[Assignment]: Reproduce all of the data below without alteration; exclude every picture.

[Stored data entries]

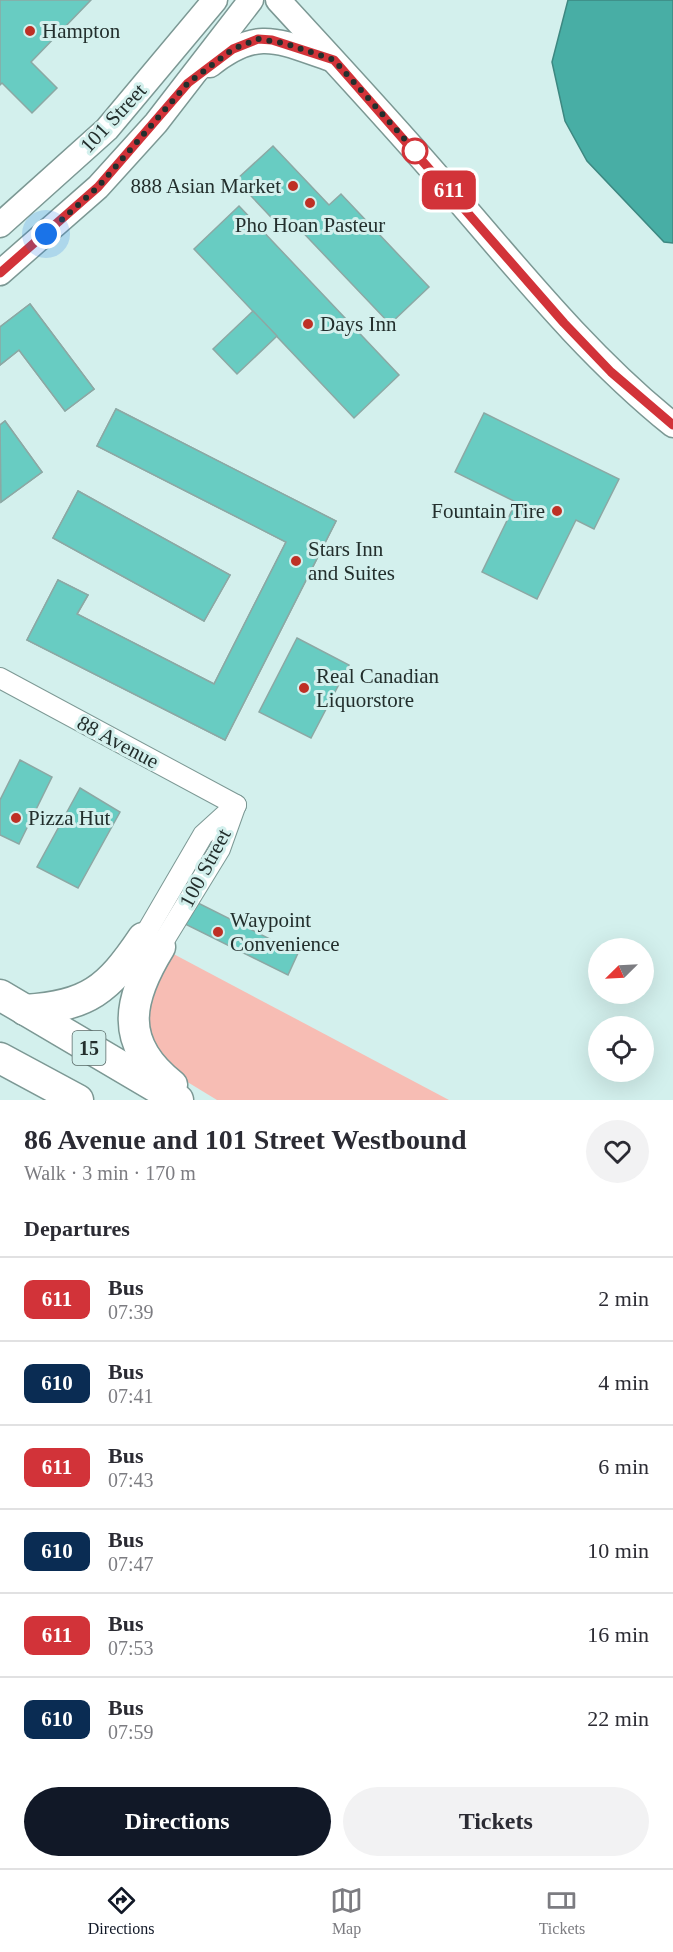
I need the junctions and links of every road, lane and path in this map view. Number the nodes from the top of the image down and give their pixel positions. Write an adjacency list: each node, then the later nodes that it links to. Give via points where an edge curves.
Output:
1 (215, 0): 6 (street, 101 Street, via 107,129)
2 (251, 0): 5 (street, 101 Street)
3 (278, 0): 4 (street)
4 (334, 60): 5 (street, via 284,43 258,39 233,49); 8 (street, via 564,323 611,372)
5 (188, 83): 7 (street, 101 Street, via 98,187)
6 (0, 225)
7 (0, 273)
8 (673, 425)
9 (0, 678): 10 (street, 88 Avenue)
10 (236, 804): 11 (street, 100 Street, via 220,849)
11 (151, 942): 12 (main road, via 90,997 59,1008); 16 (main road, via 132,1012 139,1047 154,1071)
12 (12, 1003): 15 (main road, 15)
13 (0, 1058): 14 (main road, 15)
14 (78, 1100)
15 (178, 1100)
16 (191, 1100)

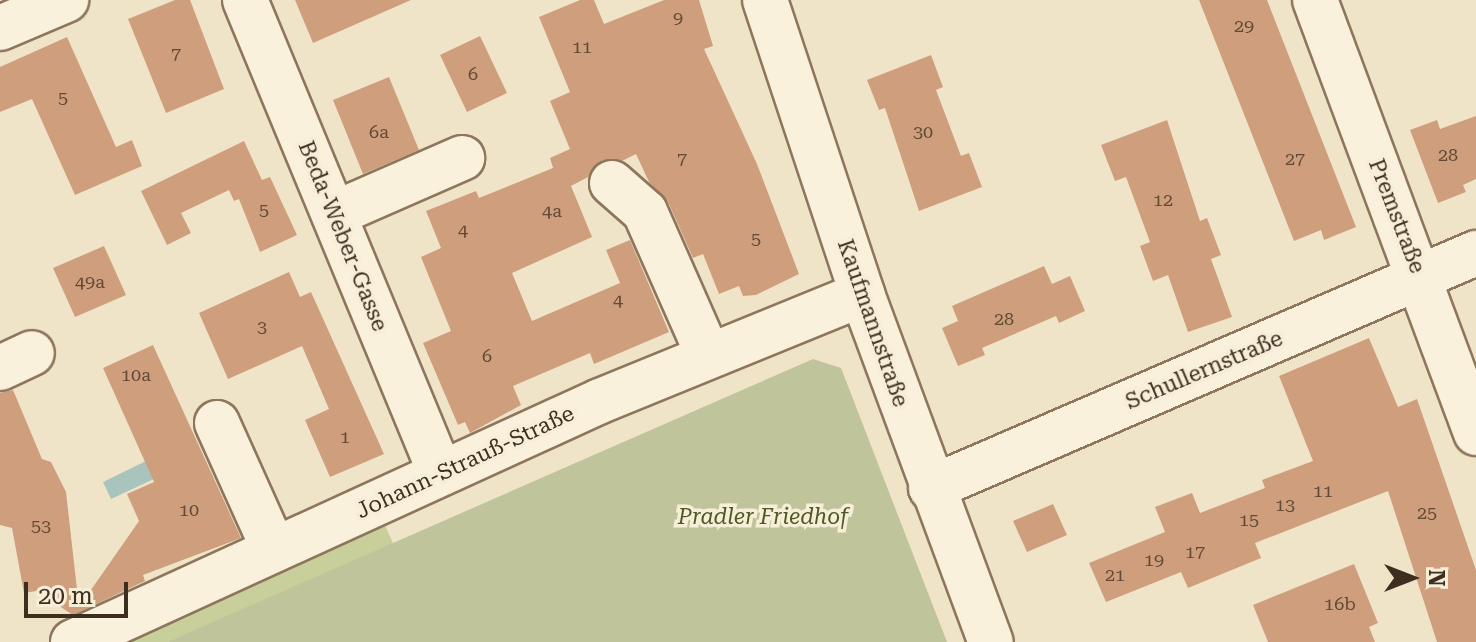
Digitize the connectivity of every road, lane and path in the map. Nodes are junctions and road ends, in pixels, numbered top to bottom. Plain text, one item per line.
1 (66, 0) edge
2 (245, 0) edge
3 (765, 0) edge
4 (1315, 0) edge
5 (0, 28) edge
6 (462, 158) dead end
7 (612, 183) dead end
8 (334, 214) junction
9 (1476, 253) edge
10 (1421, 277) junction
11 (862, 294) junction
12 (708, 355) junction
13 (217, 423) dead end
14 (1476, 433) edge
15 (440, 472) junction
16 (931, 488) junction
17 (274, 550) junction
18 (73, 642) edge
19 (991, 642) edge

1 - 5 street
2 - 8 street, Beda-Weber-Gasse
3 - 11 street, Kaufmannstraße
4 - 10 street, Premstraße
6 - 8 street
7 - 12 street
8 - 15 street, Beda-Weber-Gasse
9 - 10 street, Schullernstraße
10 - 14 street, Premstraße
10 - 16 street, Schullernstraße
11 - 12 street, Johann-Strauß-Straße
11 - 16 street, Kaufmannstraße
12 - 15 street, Johann-Strauß-Straße
13 - 17 street
15 - 17 street, Johann-Strauß-Straße
16 - 19 street, Kaufmannstraße
17 - 18 street, Johann-Strauß-Straße

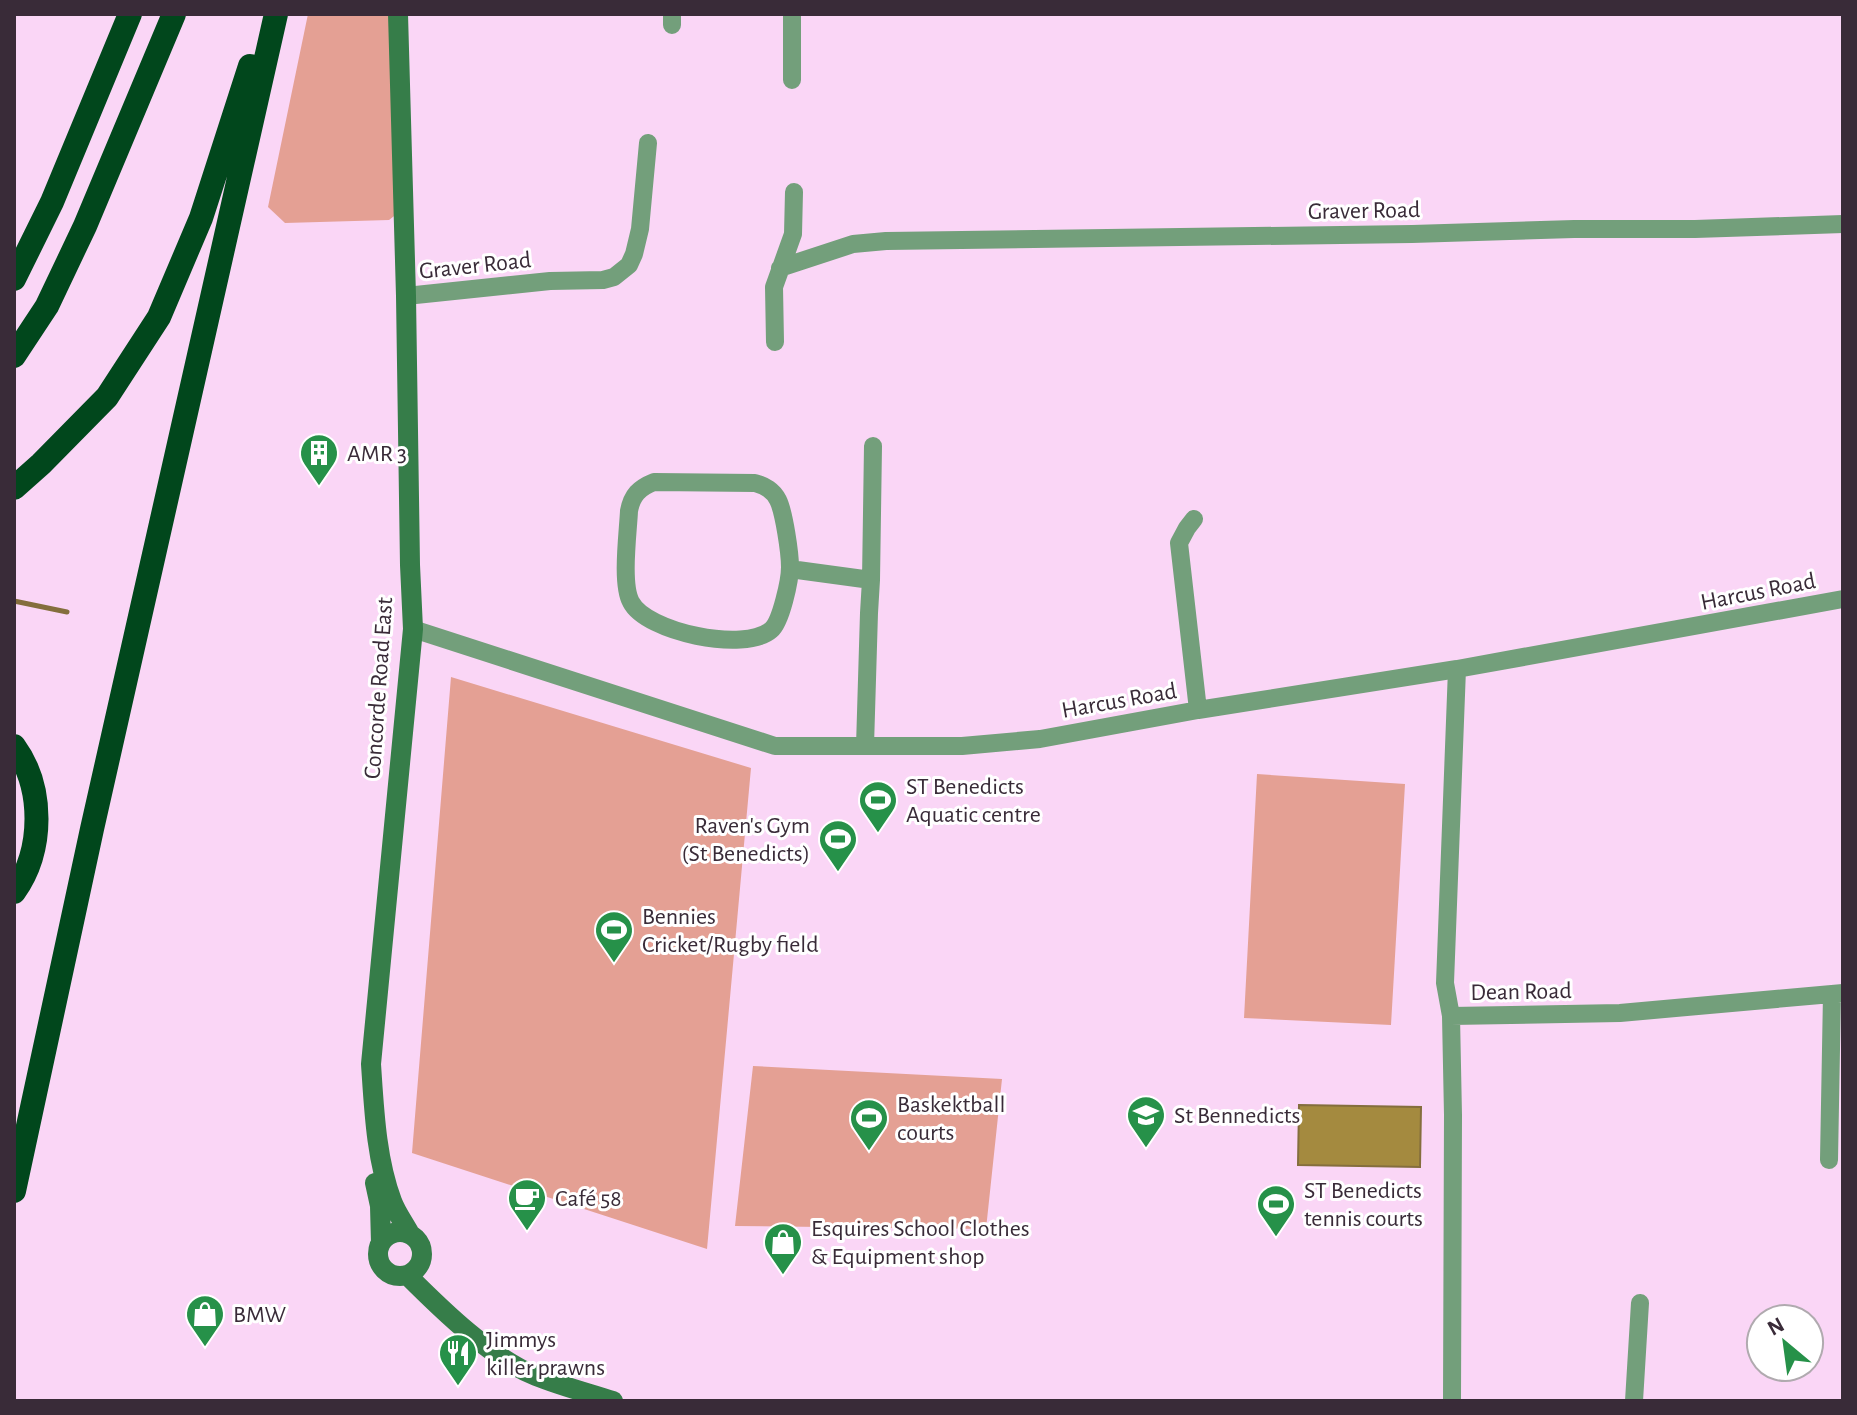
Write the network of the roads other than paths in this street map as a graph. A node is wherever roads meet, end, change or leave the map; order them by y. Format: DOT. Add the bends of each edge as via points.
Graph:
graph roads {
  1 [pos="130,14"];
  2 [pos="174,14"];
  3 [pos="266,14"];
  4 [pos="276,14"];
  5 [pos="398,14"];
  6 [pos="792,14"];
  7 [pos="792,80"];
  8 [pos="648,143"];
  9 [pos="794,192"];
  10 [pos="1843,224"];
  11 [pos="780,268"];
  12 [pos="14,279"];
  13 [pos="406,296"];
  14 [pos="775,342"];
  15 [pos="14,356"];
  16 [pos="873,446"];
  17 [pos="14,488"];
  18 [pos="1194,519"];
  19 [pos="790,569"];
  20 [pos="871,580"];
  21 [pos="1843,599"];
  22 [pos="413,629"];
  23 [pos="1457,669"];
  24 [pos="1198,710"];
  25 [pos="14,746"];
  26 [pos="865,746"];
  27 [pos="14,892"];
  28 [pos="1838,993"];
  29 [pos="1451,1016"];
  30 [pos="375,1124"];
  31 [pos="1829,1160"];
  32 [pos="14,1191"];
  33 [pos="410,1234"];
  34 [pos="381,1243"];
  35 [pos="423,1257"];
  36 [pos="408,1276"];
  37 [pos="1640,1303"];
  38 [pos="451,1315"];
  39 [pos="613,1401"];
  40 [pos="1452,1401"];
  41 [pos="1634,1401"];
  1 -- 12 [label="highway"];
  2 -- 15 [label="highway" via="85,226 47,306"];
  3 -- 17 [label="highway" via="201,218 159,317 107,397"];
  4 -- 32 [label="highway"];
  5 -- 13 [label="main road, Concorde Road East"];
  6 -- 7 [label="street"];
  8 -- 13 [label="street, Graver Road" via="634,254 614,277"];
  9 -- 11 [label="street" via="793,234"];
  10 -- 11 [label="street, Graver Road" via="886,241 853,244"];
  11 -- 14 [label="street" via="774,287"];
  13 -- 22 [label="main road, Concorde Road East"];
  16 -- 20 [label="street"];
  18 -- 24 [label="street" via="1179,543"];
  19 -- 19 [label="street" via="781,508 765,486 654,482 632,499 626,587 631,604 649,619 705,638 753,640 778,620"];
  19 -- 20 [label="street"];
  20 -- 26 [label="street"];
  21 -- 23 [label="street, Harcus Road"];
  22 -- 26 [label="street, Harcus Road" via="775,746"];
  22 -- 30 [label="main road, Concorde Road East" via="371,1064"];
  23 -- 24 [label="street, Harcus Road"];
  23 -- 29 [label="street, Dean Road" via="1445,983"];
  24 -- 26 [label="street, Harcus Road" via="1040,739"];
  25 -- 27 [label="highway" via="29,772 37,824 26,870"];
  28 -- 29 [label="street, Dean Road" via="1620,1013"];
  28 -- 31 [label="street"];
  29 -- 40 [label="street"];
  30 -- 33 [label="main road, Concorde Road East" via="390,1195"];
  30 -- 34 [label="main road, Concorde Road East" via="371,1146"];
  33 -- 34 [label="main road" via="391,1234"];
  33 -- 35 [label="main road" via="420,1243"];
  34 -- 36 [label="main road" via="383,1269 396,1277"];
  35 -- 36 [label="main road"];
  35 -- 38 [label="main road"];
  36 -- 38 [label="main road"];
  37 -- 41 [label="street"];
  38 -- 39 [label="main road" via="484,1344 534,1375"];
}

[Result of the task]:
I need the junctions and links of every road, lane and path in this map view. Number the nodes from the top of the image down and give their pixel positions. Write an adjacency list: each node, then the later nodes that it links to. Give via points where an edge curves.
Output:
1 (215, 0): 6 (street, 101 Street, via 107,129)
2 (251, 0): 5 (street, 101 Street)
3 (278, 0): 4 (street)
4 (334, 60): 5 (street, via 284,43 258,39 233,49); 8 (street, via 564,323 611,372)
5 (188, 83): 7 (street, 101 Street, via 98,187)
6 (0, 225)
7 (0, 273)
8 (673, 425)
9 (0, 678): 10 (street, 88 Avenue)
10 (236, 804): 11 (street, 100 Street, via 220,849)
11 (151, 942): 12 (main road, via 90,997 59,1008); 16 (main road, via 132,1012 139,1047 154,1071)
12 (12, 1003): 15 (main road, 15)
13 (0, 1058): 14 (main road, 15)
14 (78, 1100)
15 (178, 1100)
16 (191, 1100)

Digitize the connectivity of every road, lane and path in the map. Nodes are junctions and road ends, in pixels, numbered top to bottom. Plain text, one item per line.
1 (66, 0) edge
2 (245, 0) edge
3 (765, 0) edge
4 (1315, 0) edge
5 (0, 28) edge
6 (462, 158) dead end
7 (612, 183) dead end
8 (334, 214) junction
9 (1476, 253) edge
10 (1421, 277) junction
11 (862, 294) junction
12 (708, 355) junction
13 (217, 423) dead end
14 (1476, 433) edge
15 (440, 472) junction
16 (931, 488) junction
17 (274, 550) junction
18 (73, 642) edge
19 (991, 642) edge

1 - 5 street
2 - 8 street, Beda-Weber-Gasse
3 - 11 street, Kaufmannstraße
4 - 10 street, Premstraße
6 - 8 street
7 - 12 street
8 - 15 street, Beda-Weber-Gasse
9 - 10 street, Schullernstraße
10 - 14 street, Premstraße
10 - 16 street, Schullernstraße
11 - 12 street, Johann-Strauß-Straße
11 - 16 street, Kaufmannstraße
12 - 15 street, Johann-Strauß-Straße
13 - 17 street
15 - 17 street, Johann-Strauß-Straße
16 - 19 street, Kaufmannstraße
17 - 18 street, Johann-Strauß-Straße

Write the network of the roads other than paths in this street map as a graph. A node is wherever roads meet, end, change or leave the map; order them by y. Format: DOT. Add the bends of each edge as via points.
Graph:
graph roads {
  1 [pos="130,14"];
  2 [pos="174,14"];
  3 [pos="266,14"];
  4 [pos="276,14"];
  5 [pos="398,14"];
  6 [pos="792,14"];
  7 [pos="792,80"];
  8 [pos="648,143"];
  9 [pos="794,192"];
  10 [pos="1843,224"];
  11 [pos="780,268"];
  12 [pos="14,279"];
  13 [pos="406,296"];
  14 [pos="775,342"];
  15 [pos="14,356"];
  16 [pos="873,446"];
  17 [pos="14,488"];
  18 [pos="1194,519"];
  19 [pos="790,569"];
  20 [pos="871,580"];
  21 [pos="1843,599"];
  22 [pos="413,629"];
  23 [pos="1457,669"];
  24 [pos="1198,710"];
  25 [pos="14,746"];
  26 [pos="865,746"];
  27 [pos="14,892"];
  28 [pos="1838,993"];
  29 [pos="1451,1016"];
  30 [pos="375,1124"];
  31 [pos="1829,1160"];
  32 [pos="14,1191"];
  33 [pos="410,1234"];
  34 [pos="381,1243"];
  35 [pos="423,1257"];
  36 [pos="408,1276"];
  37 [pos="1640,1303"];
  38 [pos="451,1315"];
  39 [pos="613,1401"];
  40 [pos="1452,1401"];
  41 [pos="1634,1401"];
  1 -- 12 [label="highway"];
  2 -- 15 [label="highway" via="85,226 47,306"];
  3 -- 17 [label="highway" via="201,218 159,317 107,397"];
  4 -- 32 [label="highway"];
  5 -- 13 [label="main road, Concorde Road East"];
  6 -- 7 [label="street"];
  8 -- 13 [label="street, Graver Road" via="634,254 614,277"];
  9 -- 11 [label="street" via="793,234"];
  10 -- 11 [label="street, Graver Road" via="886,241 853,244"];
  11 -- 14 [label="street" via="774,287"];
  13 -- 22 [label="main road, Concorde Road East"];
  16 -- 20 [label="street"];
  18 -- 24 [label="street" via="1179,543"];
  19 -- 19 [label="street" via="781,508 765,486 654,482 632,499 626,587 631,604 649,619 705,638 753,640 778,620"];
  19 -- 20 [label="street"];
  20 -- 26 [label="street"];
  21 -- 23 [label="street, Harcus Road"];
  22 -- 26 [label="street, Harcus Road" via="775,746"];
  22 -- 30 [label="main road, Concorde Road East" via="371,1064"];
  23 -- 24 [label="street, Harcus Road"];
  23 -- 29 [label="street, Dean Road" via="1445,983"];
  24 -- 26 [label="street, Harcus Road" via="1040,739"];
  25 -- 27 [label="highway" via="29,772 37,824 26,870"];
  28 -- 29 [label="street, Dean Road" via="1620,1013"];
  28 -- 31 [label="street"];
  29 -- 40 [label="street"];
  30 -- 33 [label="main road, Concorde Road East" via="390,1195"];
  30 -- 34 [label="main road, Concorde Road East" via="371,1146"];
  33 -- 34 [label="main road" via="391,1234"];
  33 -- 35 [label="main road" via="420,1243"];
  34 -- 36 [label="main road" via="383,1269 396,1277"];
  35 -- 36 [label="main road"];
  35 -- 38 [label="main road"];
  36 -- 38 [label="main road"];
  37 -- 41 [label="street"];
  38 -- 39 [label="main road" via="484,1344 534,1375"];
}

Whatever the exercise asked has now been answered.